Segurança Alimentar
* João Sereno Lammel
Em seu aguardado e mais recente relatório, o Fundo Monetário Internacional (FMI) prevê para este ano um crescimento global de 3,5%, índice ligeiramente acima dos 3,2% alcançados no ano passado.
Com economias mais robustas e equilibradas, os países em desenvolvimento serão os responsáveis, em grande parte, por garantir esse resultado, com estimativa de crescimento em torno de 5,3%. O temor maior continuará sendo a chamada zona do Euro, com dificuldade para virar o jogo depois de uma crise sem precendentes.
Diante do cenário sombrio, explica-se o fato de a palavra “crise” ocupar o centro das discussões sobre os desafios globais entre líderes políticos, empresários e acadêmicos de mundo. Explica, mas não se justifica. A lamentar é o fato de, ao analisarem temas candentes, sem dúvida, como a crise econômica, estar ausente das discussões uma de suas principais consequências. Ou seja, é preciso recolocar na pauta de prioridades um capítulo crucial para o ser humano e as aspirações de um futuro melhor: a desnutrição e fome no mundo.
De acordo com a FAO, órgão das Nações Unidas para a agricultura e alimentação, o drama atinge cerca de 870 milhões de pessoas, ou seja, 12,5% da população mundial. “A desnutrição infantil leva à morte, por ano, mais de 2,5 milhões de crianças”, alertou, recentemente, Hélder Muteia, representante da entidade no Brasil, durante o Fórum Inovação, Agricultura e Alimentos, realizado em São Paulo pela FAO e entidades do agronegócio.
O assunto, embora possa parecer distante para a maioria de nós, na verdade está bastante próximo da nossa realidade. A pobreza extrema no Brasil regrediu nos últimos anos, mas ainda atinge 8% da população – cerca de 15 milhões de brasileiros. Em setembro de 2000, na véspera da virada do milênio, os 191 países-membros da ONU declararam os Objetivos do Milênio, com oito metas para o desenvolvimento. Reduzir a fome à metade foi eleita como a primeira das metas. Observa-se, contudo, a tímida repercussão internacional deste tema, ausente nas discussões em Davos, e a postura pusilânime de todos nós frente a este flagelo humano.

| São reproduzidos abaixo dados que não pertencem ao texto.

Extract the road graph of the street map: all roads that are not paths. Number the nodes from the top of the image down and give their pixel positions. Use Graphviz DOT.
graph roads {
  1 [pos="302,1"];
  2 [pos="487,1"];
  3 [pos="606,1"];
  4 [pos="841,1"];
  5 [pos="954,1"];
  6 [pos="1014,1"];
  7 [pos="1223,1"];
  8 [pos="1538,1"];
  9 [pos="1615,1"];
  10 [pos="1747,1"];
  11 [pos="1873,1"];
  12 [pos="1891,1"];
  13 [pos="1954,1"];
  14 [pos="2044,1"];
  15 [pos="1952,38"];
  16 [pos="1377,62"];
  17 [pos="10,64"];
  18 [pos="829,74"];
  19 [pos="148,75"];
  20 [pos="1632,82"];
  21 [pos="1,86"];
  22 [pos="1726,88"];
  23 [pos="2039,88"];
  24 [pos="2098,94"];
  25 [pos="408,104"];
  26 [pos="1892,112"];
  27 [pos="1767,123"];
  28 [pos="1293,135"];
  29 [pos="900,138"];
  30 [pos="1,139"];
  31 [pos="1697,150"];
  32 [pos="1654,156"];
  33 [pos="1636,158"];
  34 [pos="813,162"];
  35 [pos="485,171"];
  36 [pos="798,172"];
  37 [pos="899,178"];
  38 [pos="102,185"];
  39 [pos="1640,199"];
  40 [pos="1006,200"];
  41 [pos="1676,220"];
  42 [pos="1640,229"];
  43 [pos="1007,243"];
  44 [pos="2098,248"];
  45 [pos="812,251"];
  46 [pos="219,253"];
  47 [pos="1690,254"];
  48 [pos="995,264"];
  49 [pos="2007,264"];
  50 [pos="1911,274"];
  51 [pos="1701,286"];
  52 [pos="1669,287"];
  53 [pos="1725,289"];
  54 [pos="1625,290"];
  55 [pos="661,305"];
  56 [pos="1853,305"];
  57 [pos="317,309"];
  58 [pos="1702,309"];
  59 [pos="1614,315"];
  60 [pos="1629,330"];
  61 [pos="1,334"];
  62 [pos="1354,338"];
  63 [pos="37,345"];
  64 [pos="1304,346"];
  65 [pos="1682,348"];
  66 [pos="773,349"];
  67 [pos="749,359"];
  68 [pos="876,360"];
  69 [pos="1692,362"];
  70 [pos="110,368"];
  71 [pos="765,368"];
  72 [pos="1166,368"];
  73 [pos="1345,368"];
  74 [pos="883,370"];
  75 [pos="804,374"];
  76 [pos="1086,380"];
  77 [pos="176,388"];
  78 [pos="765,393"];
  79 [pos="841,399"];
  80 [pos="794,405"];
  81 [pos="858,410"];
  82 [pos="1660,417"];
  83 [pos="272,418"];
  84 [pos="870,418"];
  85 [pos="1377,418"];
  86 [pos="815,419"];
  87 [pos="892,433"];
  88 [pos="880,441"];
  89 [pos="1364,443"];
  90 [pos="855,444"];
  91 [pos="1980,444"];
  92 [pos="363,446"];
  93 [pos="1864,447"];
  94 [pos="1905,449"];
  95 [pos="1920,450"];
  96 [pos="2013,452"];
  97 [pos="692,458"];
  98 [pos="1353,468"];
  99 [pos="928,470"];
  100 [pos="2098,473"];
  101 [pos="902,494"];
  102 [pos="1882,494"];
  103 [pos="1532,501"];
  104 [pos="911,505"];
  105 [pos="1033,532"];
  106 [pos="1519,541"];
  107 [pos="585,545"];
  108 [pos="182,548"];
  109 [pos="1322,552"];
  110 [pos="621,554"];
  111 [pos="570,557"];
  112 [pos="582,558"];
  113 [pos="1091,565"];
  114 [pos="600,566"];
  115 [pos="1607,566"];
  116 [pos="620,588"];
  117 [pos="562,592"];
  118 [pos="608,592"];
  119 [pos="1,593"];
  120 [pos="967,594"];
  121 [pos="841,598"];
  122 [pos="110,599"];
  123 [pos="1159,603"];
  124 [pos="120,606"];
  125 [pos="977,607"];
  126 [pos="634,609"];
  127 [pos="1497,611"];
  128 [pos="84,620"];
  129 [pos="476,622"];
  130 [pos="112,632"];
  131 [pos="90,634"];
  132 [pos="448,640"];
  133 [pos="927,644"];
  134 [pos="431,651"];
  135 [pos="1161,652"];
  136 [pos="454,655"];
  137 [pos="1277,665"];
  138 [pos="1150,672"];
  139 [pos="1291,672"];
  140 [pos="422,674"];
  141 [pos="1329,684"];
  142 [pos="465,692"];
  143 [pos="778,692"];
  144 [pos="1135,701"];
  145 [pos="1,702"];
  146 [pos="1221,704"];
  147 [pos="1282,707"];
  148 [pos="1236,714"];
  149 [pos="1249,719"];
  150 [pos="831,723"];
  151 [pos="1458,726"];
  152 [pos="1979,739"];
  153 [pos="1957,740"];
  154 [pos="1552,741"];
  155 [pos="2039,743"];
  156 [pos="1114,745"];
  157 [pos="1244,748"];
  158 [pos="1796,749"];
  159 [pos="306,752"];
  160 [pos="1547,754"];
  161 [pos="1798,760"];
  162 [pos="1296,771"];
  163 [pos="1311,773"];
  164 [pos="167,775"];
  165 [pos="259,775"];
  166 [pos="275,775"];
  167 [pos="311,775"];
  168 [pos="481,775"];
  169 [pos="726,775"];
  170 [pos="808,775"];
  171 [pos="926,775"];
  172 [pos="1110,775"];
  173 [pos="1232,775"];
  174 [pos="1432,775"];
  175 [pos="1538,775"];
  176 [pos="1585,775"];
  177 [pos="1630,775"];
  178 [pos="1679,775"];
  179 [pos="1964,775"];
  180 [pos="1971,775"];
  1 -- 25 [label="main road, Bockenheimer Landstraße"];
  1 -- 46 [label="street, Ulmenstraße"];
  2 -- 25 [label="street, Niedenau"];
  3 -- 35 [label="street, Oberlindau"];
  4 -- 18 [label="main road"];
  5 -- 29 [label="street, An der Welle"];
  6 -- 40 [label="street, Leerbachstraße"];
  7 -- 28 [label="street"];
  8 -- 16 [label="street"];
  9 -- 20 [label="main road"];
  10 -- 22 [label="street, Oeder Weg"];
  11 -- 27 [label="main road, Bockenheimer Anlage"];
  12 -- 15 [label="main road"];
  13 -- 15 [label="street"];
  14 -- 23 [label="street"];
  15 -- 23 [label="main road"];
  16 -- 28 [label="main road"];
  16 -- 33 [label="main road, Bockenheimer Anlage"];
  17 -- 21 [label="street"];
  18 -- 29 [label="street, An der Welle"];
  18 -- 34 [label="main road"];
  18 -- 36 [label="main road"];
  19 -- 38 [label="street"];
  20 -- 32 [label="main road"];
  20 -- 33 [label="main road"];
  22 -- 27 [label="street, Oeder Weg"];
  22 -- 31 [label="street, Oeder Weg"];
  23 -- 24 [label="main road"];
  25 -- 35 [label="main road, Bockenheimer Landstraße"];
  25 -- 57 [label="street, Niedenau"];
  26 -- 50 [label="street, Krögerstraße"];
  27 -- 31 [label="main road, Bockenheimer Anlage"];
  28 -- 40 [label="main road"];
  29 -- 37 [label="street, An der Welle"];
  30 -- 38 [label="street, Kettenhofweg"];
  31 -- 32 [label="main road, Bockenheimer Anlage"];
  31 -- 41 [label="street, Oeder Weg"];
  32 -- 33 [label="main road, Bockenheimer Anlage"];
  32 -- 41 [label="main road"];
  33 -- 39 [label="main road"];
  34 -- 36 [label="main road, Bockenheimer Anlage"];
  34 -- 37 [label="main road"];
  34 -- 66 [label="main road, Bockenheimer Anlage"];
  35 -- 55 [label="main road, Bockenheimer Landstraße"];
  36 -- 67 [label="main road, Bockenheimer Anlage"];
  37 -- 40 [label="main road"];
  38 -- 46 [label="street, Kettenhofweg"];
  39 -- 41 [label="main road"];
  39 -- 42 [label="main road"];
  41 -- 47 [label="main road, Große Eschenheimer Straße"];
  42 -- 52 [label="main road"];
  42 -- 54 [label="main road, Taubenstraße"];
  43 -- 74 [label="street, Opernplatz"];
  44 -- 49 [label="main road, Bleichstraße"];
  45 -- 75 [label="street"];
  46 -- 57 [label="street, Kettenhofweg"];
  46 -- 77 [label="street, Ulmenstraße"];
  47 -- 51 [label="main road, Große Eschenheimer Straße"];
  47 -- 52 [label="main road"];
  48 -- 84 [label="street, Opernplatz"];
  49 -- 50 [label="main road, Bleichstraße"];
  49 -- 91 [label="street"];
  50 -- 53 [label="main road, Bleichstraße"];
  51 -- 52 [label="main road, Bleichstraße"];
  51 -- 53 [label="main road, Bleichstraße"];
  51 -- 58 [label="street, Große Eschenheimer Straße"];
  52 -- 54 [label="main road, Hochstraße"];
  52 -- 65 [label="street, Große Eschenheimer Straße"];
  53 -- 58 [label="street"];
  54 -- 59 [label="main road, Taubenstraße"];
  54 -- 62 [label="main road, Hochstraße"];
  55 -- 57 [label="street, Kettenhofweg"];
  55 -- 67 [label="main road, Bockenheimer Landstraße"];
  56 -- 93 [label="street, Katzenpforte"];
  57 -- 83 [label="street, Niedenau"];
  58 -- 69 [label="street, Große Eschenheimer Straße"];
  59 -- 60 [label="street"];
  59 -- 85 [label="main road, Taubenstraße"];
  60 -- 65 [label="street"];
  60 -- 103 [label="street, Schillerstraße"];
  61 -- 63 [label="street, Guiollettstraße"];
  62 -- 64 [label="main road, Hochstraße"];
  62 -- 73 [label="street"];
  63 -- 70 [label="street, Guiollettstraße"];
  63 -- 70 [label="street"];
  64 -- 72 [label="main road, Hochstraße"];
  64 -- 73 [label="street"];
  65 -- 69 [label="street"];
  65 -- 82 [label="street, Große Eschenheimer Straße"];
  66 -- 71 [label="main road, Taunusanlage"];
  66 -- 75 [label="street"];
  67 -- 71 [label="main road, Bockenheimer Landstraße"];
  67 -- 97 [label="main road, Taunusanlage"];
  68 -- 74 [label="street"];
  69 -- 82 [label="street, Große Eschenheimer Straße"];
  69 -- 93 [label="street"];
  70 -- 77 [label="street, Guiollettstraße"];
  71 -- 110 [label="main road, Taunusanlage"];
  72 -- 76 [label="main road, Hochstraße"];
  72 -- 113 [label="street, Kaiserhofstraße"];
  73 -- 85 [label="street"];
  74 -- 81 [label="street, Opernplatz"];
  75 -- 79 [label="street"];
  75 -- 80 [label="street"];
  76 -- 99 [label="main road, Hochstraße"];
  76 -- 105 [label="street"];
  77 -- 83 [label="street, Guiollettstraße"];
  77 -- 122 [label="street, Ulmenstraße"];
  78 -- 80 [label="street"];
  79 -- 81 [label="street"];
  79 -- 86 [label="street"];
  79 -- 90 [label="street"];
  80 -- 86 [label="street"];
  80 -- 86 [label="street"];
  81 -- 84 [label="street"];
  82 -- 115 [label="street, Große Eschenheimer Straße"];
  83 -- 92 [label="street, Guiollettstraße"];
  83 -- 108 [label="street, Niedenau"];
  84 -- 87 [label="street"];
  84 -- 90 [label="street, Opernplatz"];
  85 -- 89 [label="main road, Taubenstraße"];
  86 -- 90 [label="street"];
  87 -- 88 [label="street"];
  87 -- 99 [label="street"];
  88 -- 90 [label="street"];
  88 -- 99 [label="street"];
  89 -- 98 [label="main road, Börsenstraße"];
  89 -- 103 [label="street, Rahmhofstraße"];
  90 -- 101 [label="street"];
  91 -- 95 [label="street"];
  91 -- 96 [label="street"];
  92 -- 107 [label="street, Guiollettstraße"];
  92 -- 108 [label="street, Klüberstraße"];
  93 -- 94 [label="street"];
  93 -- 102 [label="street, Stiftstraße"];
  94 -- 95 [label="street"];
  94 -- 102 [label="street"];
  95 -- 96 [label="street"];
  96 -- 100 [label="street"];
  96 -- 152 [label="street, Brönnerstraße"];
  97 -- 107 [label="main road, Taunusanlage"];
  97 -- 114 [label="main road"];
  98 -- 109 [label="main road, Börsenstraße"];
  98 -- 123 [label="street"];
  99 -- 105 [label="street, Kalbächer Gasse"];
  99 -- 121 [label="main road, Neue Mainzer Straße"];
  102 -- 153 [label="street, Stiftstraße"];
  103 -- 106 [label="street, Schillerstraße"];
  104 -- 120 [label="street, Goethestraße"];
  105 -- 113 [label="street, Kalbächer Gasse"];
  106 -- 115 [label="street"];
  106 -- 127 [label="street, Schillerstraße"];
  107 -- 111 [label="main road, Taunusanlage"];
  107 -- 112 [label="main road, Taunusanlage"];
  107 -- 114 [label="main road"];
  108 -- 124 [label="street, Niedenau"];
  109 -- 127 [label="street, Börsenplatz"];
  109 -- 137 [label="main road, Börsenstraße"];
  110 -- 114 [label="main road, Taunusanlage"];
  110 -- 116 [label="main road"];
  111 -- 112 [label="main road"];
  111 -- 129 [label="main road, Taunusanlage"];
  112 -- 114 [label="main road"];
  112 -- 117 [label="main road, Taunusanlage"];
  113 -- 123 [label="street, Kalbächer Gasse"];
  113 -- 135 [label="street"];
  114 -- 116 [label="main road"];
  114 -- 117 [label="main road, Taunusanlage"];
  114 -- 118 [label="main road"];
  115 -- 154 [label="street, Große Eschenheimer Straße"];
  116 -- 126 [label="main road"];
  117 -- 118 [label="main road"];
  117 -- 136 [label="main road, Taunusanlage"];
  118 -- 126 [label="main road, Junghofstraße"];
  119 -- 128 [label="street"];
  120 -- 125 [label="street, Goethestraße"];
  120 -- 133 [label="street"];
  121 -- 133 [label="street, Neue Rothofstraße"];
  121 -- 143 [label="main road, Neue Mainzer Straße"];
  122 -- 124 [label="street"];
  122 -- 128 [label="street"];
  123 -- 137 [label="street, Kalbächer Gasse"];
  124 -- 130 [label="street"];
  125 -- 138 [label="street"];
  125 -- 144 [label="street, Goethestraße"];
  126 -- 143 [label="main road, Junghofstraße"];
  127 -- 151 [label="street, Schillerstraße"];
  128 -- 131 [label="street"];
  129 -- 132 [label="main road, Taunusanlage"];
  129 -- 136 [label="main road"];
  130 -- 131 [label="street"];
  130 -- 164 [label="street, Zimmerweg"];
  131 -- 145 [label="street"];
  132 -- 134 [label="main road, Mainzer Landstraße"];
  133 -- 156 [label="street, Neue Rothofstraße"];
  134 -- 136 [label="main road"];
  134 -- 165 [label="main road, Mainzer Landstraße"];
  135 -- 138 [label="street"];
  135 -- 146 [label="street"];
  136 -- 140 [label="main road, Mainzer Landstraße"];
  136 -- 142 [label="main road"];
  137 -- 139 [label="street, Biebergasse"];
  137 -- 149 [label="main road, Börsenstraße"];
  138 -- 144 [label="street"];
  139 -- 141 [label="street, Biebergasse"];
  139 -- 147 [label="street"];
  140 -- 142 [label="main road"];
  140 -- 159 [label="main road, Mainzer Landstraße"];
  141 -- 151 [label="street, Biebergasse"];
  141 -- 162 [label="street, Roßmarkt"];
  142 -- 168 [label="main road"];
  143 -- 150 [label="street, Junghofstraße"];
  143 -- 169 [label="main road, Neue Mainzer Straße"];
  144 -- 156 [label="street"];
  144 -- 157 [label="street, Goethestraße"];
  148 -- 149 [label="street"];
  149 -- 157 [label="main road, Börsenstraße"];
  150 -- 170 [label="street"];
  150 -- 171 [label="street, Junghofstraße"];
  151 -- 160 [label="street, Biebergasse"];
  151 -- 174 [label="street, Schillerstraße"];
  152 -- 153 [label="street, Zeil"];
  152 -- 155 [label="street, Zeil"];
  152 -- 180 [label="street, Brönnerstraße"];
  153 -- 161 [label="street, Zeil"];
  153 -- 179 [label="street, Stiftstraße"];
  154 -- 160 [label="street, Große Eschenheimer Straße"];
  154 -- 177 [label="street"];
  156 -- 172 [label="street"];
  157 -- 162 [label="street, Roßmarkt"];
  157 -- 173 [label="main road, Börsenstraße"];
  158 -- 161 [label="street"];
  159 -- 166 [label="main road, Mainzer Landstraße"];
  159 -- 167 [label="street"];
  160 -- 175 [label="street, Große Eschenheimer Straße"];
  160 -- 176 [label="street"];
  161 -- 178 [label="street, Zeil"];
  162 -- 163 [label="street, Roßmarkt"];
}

É equivocada a ideia de que existe fome devido ao desperdício de alimentos. Estudo recente da Institution of Mechanical Engineers, da Inglaterra, admitiu a existência do descarte de alimentos mesmo em bom estado, mas também criticou outros dois fatores: os prazos de validade determinados por órgãos regulatórios, que avalia como exagerados, e a falta de infraestrutura de transportes e armazenamento.
Somem-se a isso as intempéries climáticas que frequentemente frustram as colheitas: nesta semana, o Departamento de Agricultura dos Estados Unidos, USDA, reduziu a previsão da safra mundial de soja 2011/2012, de 257 para 251 milhões de toneladas – quebra de 5,5 milhões de toneladas -, devido à estiagem nos principais países produtores, Estados Unidos, Brasil e Argentina.
A lei da demanda versus preços também é implacável no caso de produtos in natura: um exemplo tem sido a queda nas vendas quando a ANVISA, do Ministério da Saúde, divulga de forma alarmista os índices de resíduos em frutas e hortaliças. “Além de recebermos até 50% menos pelo que conseguimos vender, grande parte da produção sobra e acaba indo para o lixo”, afirma Mariliza Soranz, horticultora e secretária de Agricultura do município de Jarinu (SP).
Por fim, outro fator a ser considerado é a baixa produtividade das culturas em países pobres e em desenvolvimento, em consequência da ainda reduzida adoção de tecnologias como sementes de qualidade, mecanização, fertilizantes, defensivos agrícolas e armazenagem adequada.
Nesse ponto, vale destacar o exemplo brasileiro. O País dispõe, hoje, segundo estudo da consultoria Andrade & Canellas, de aproximadamente 200 milhões de hectares livres para o cultivo – a maior área entre os grandes países agrícolas -, sem precisar avançar um palmo sobre biomas como o Cerrado e a Amazônia.
As tecnologias incorporadas nas três últimas décadas resultaram em expressivos ganhos de produtividade, ocupando menor área (poupança de 74 milhões de hectares). Ou seja, o Brasil alcançou lugar estratégico na segurança alimentar mundial.
Portanto, se a maioria dos líderes mundiais tem passado ao largo de tema tão importante como a fome, cabe às lideranças brasileiras – governo, especialistas, empresas e a sociedade civil organizada -, assumirem a relevância e o protagonismo do País e recolocarem, na pauta de debates, esta agenda decisiva para o futuro da humanidade.
* JOÃO SERENO LAMMEL, engenheiro agrônomo, é presidente da Associação Nacional de Defesa Vegetal, Andef.